The US Securities and Exchange Commission has announced a settlement with Activision Blizzard Inc., a video game publisher and developer headquartered in California, resolving an investigation into the company’s workforce disclosure controls and whistleblower protections.
As alleged by the SEC, between 2018 and 2021 Activision Blizzard lacked procedures and controls to collect and analyze employee complaints concerning misconduct in the workplace. In its SEC filings for fiscal years 2017 through 2020, the company emphasized the importance of attracting, retaining, and motivating the skilled personnel necessary to conduct its business; the company noted as well that its future results would be dependent on, among other factors, its ability to maintain relationships with key personnel. Despite its stated reliance on the retention of skilled personnel, during the relevant period Activision Blizzard’s various business units lacked the controls and procedures necessary to collect and analyze employee complaints. According to the cease and desist order, after May 2020 the company implemented company-wide structural changes that enhanced the documentation of employee complaints, and the internal communications surrounding those complaints.
The SEC found that, during the years before Activision Blizzard’s structural changes, the company’s conduct violated Rules 13a-15(a) of the Securities Exchange Act of 1934 (Exchange Act). Rule 13a-15(a) requires issuers like Activision Blizzard to maintain disclosure controls and procedures, which are defined in Rule 13a-15(e) as “controls and other procedures of an issuer that are designed to ensure that information required to be disclosed by the issuer in the reports that it files or submits… is recorded, processed, summarized and reported, within the time periods specified in the Commission’s rules and forms.” Without such procedures, a registrant’s management may not have adequate and timely information to assess whether its disclosures to investors are accurate, complete, and not misleading.

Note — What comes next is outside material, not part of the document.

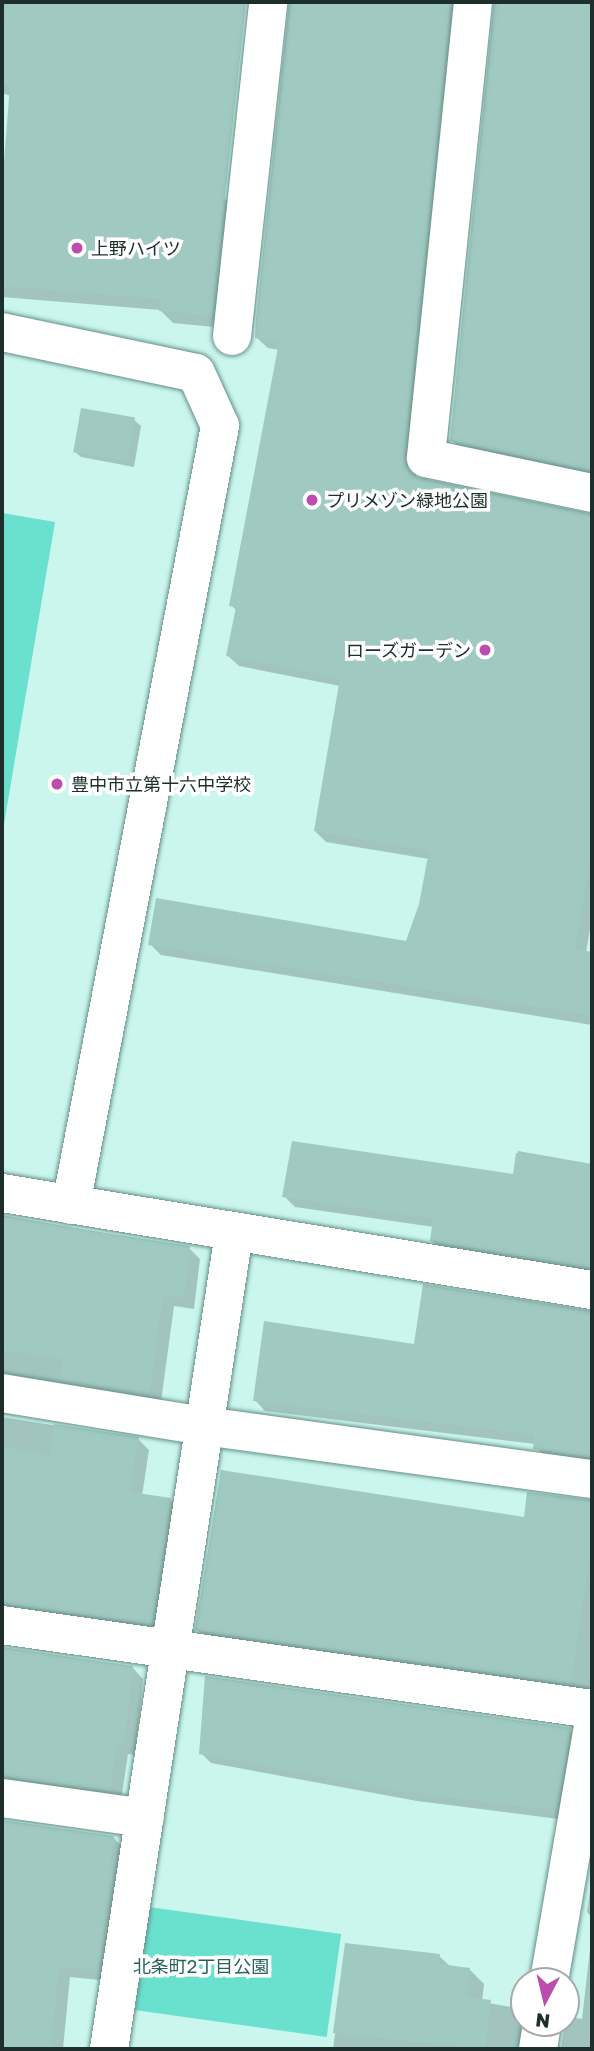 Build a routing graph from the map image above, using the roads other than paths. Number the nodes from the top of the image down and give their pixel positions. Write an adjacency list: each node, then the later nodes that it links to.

The SEC’s investigation examined Activision Blizzard’s compliance with the whistleblower protection provisions of the Dodd-Frank Wall Street Reform And Consumer Protection Act, in addition to its examination of the company’s procedures and controls. The SEC found that, beginning in 2016, and extending to 2021, Activision Blizzard executed separation agreements with multiple employees that contained language requiring departing employees to notify the company of any request or report to an administrative agency. Although the separation agreements also contained a clause stating that the release did not bar former employees from communicating with the SEC or other government administrative or regulatory body, the SEC that, alleged that, despite this additional language, the separation agreements as written violated Exchange Act Rule 21F-17(a), part of the Dodd-Frank Act that protects whistleblower communications. Specifically, Rule 21F-17(a) reads in pertinent part, “No person may take any action to impede an individual from communicating directly with the Commission staff…including enforcing, or threatening to enforce, a confidentiality agreement…with respect to such communications.”
As a result of these findings, Activision Blizzard was ordered to pay a civil money penalty of $35 million, and to cease and desist from committing or causing violations of Exchange Act Rules 13a15(a) and 21F-17(a).